Beyaz dar pantolonu, göbeğini açık bırakan kırmızı beyaz kareli gömleği, dalgalı saçlarının muhteşem rengini ortaya çıkaran kırmızı bandajıyla bir cinayet dedektifinden çok mankenlere benziyordu. Chanmi öyle karanlık görünüşe bürünebilecek bir kız değildi. İlk göreve başladığı yerlerde bu her zaman sorun oluyordu ama kısa sürede herkes alışıyordu. Hatta ilk göreve başladığı yere kot elbise ile gitmesi yüzünden onun bir yalancı olduğundan şüphelenmişlerdi. İnsanların kıyafetleri neden sorun oluyordu ki? Yani siyah yerine beyaz kot giymek atlet yerine renkli gömlek giymek arasındaki tek fark ton farkı değil miydi? Şubeye girdiğinden beri tüm şaşkın gözleri üzerine çekmesini umursamadan kahve makinesine yönelmişti. Kendine bir kahve alıp odasına doğru ilerlediği sırada bir anda sarsılmıştı. Tam odanın önündeydi ve birinin omzuna attığı kolla dengesini kaybetmiş kahvesinin bir kısmını pantolonuna dökmüştü. "Lanet olsun" diye geçirdi içinden.
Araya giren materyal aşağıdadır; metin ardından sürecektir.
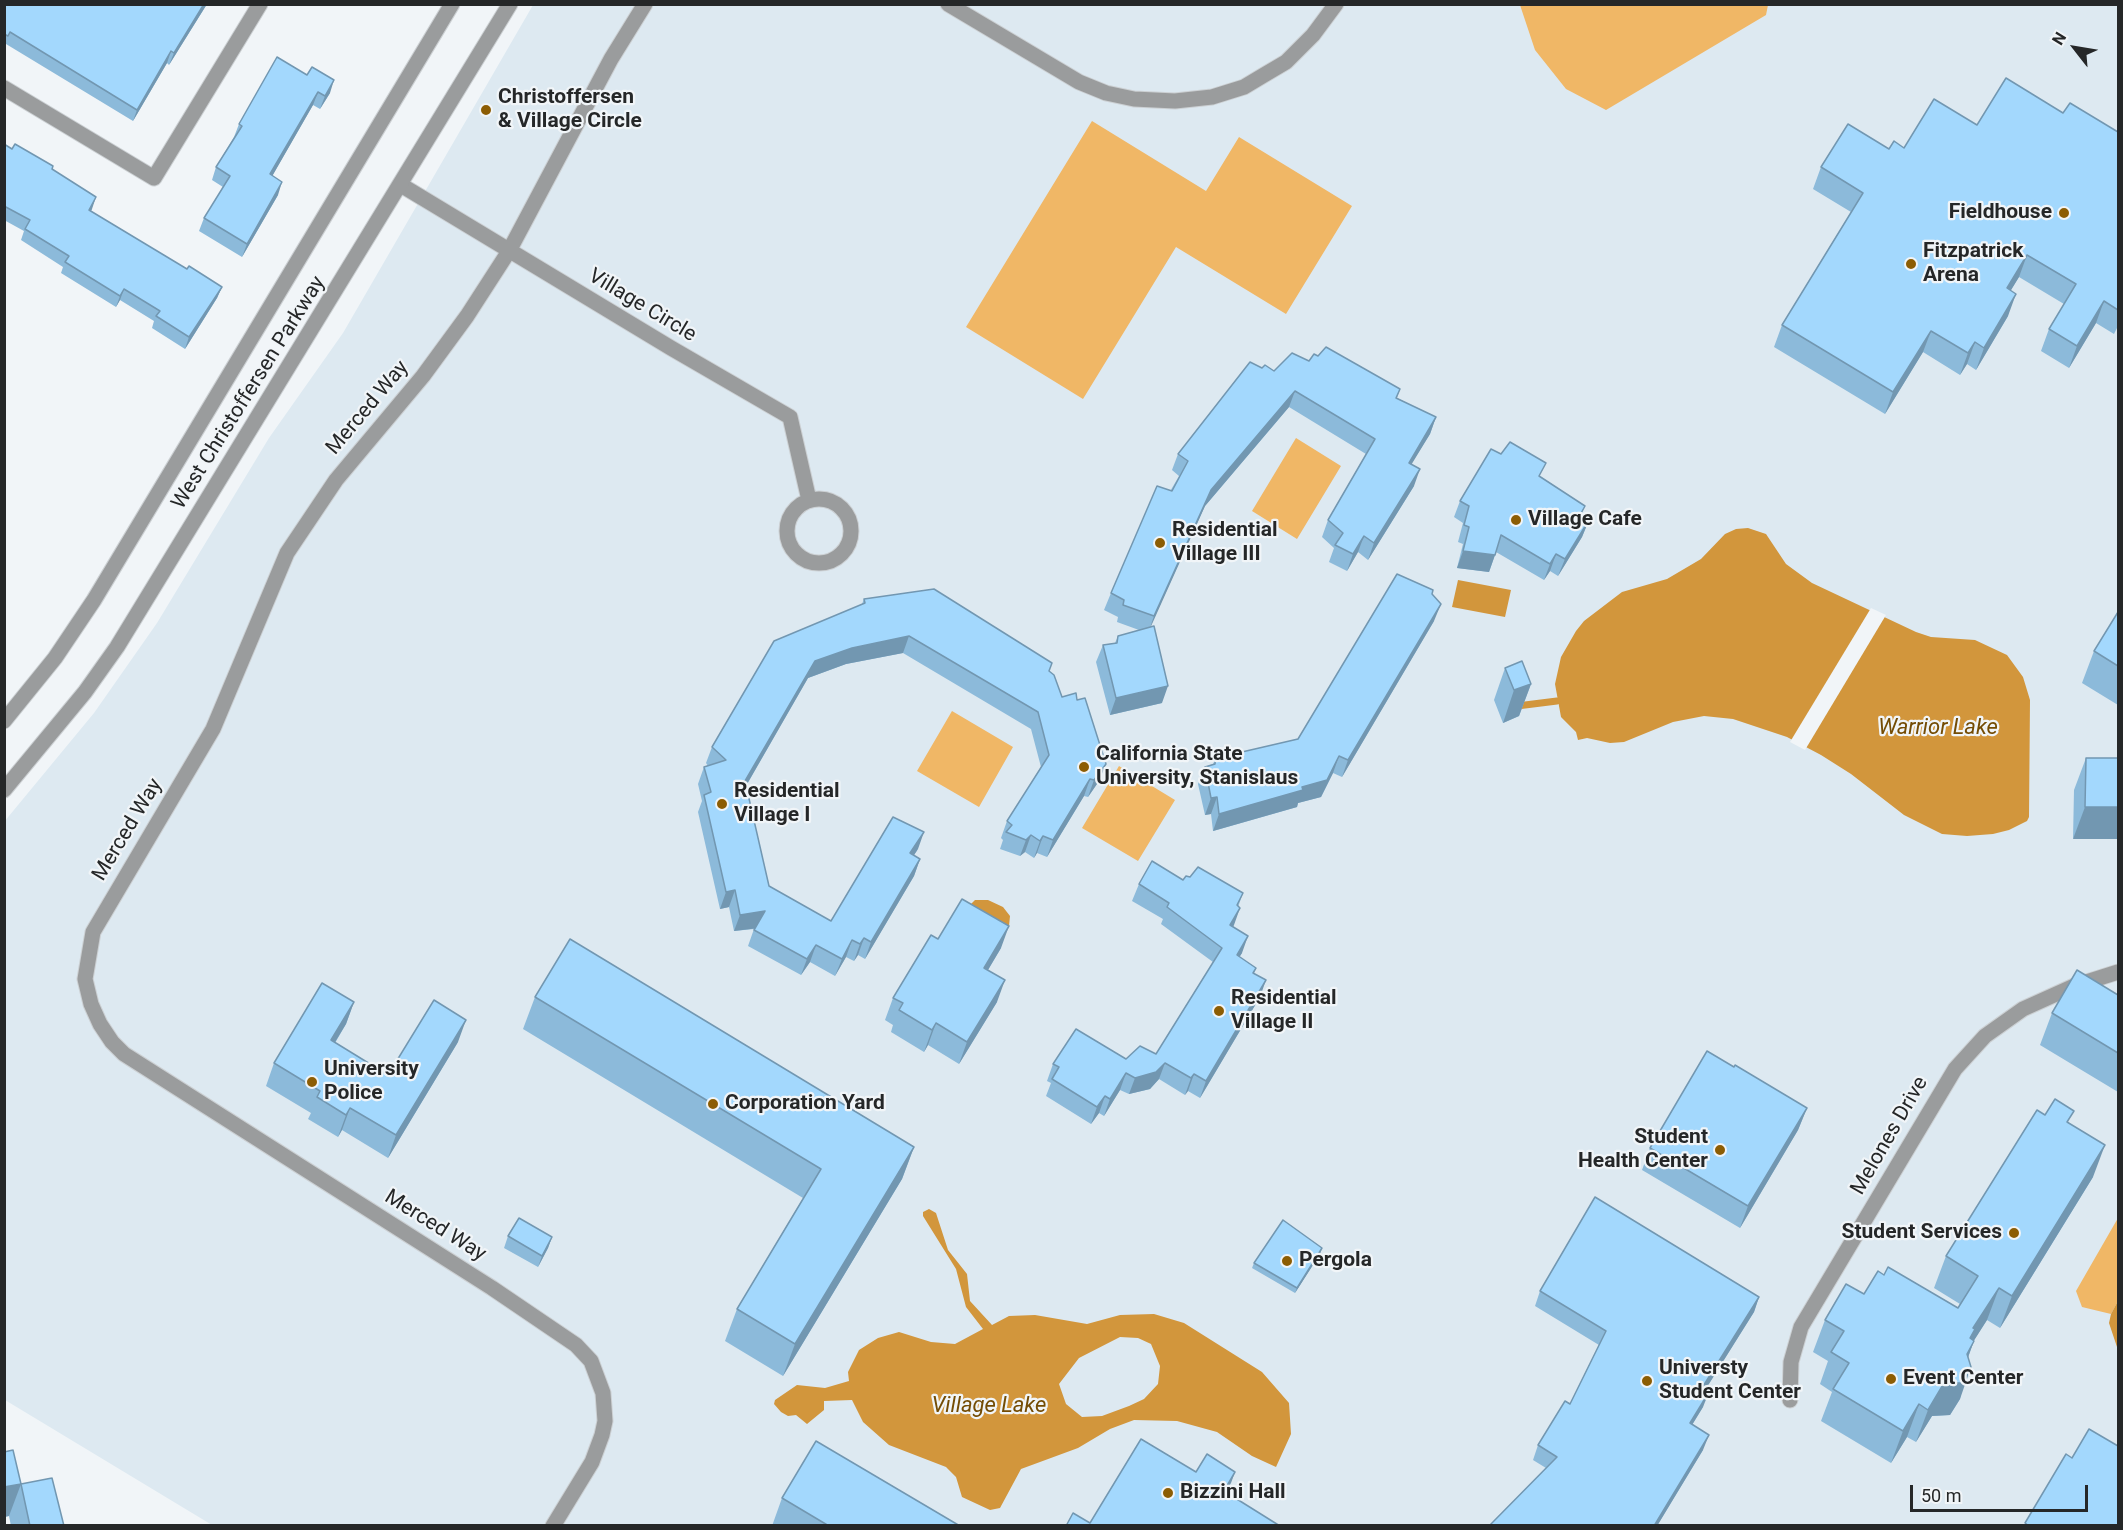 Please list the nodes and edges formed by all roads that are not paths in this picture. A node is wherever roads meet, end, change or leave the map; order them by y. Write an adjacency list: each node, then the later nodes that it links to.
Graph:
1 (260, 4): 7 (street)
2 (452, 4): 11 (street, West Christoffersen Parkway)
3 (510, 4): 8 (street, West Christoffersen Parkway)
4 (645, 4): 9 (street, Merced Way)
5 (948, 4): 6 (street)
6 (1336, 4)
7 (4, 88)
8 (401, 185): 9 (street, Village Circle); 12 (street, West Christoffersen Parkway)
9 (509, 251): 10 (street, Village Circle); 15 (street, Merced Way)
10 (809, 500): 10 (street)
11 (4, 721)
12 (4, 790)
13 (2118, 972): 14 (street, Melones Drive)
14 (1790, 1400)
15 (553, 1526)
Pantolonu beyazdı ve tüm gün kocaman bir kahve lekesiyle dolaşmak zorunda kalacaktı. Yüzünü buruşturduğunda kulağının hemen yanındaki eğlenen sesle kendini toplamıştı.

-Sana kahve aldım çaylak ihtiyacın olacak.

Chanmi neşeli sesin sahibine dönüp yapmacık bir şekilde gülümsemişti. İntikam mı alıyordu yani? Ah çocuk gibiydi. Aynı yapmacık gülüşü o da yaptığında burnuna doğru kahveyi tutmuş elindekini de çekip almıştı. Kendi elindekini Namjoon'a kaptıran Chanmi eline tutuşturulan kahveye şüpheli gözlerle bakmıştı. Ne vardı içinde? Müsil? Zehir? Namjoon az önce elinden aldığı kahveden büyük bir yudum aldığında Chanmi'ye dönüp konuşmaya başlamıştı.

-Bunu içmemiştin değil mi?

-Henüz fırsatım olmamıştı.

-Iyy çok şekerli.

Chanmi, yüzünü buruşturup tadı uzaklaştırabilirmiş gibi dilini çıkran çocuğa bu sefer gerçekten gülümseyrek bakmıştı. Çocuk odaya girip elindeki kahveyi hemen girişteki masanın üzerine adeta fırlatmıştı. Chanmi'de onu izliyordu. Kendi masasına ulaşıp bir dosya alıp parlayan gözlerle kıza bakmıştı. Kız sadalyeye oturmaya gerek duymadan masanın üstüne çıkmıştı. Bu çocuk bu kadar heyecanlıysa kesinlilikle ilk görevi için uzun süre beklemesine gerek kalmamış demekti. Elindeki kahveye sıkı sıkı tutunmuştu. Çocuk yavaş adımlarla yanına geldiğinde elinde tuttuğu sarı kaplı bir dosyayı yüzüne doğru salladı.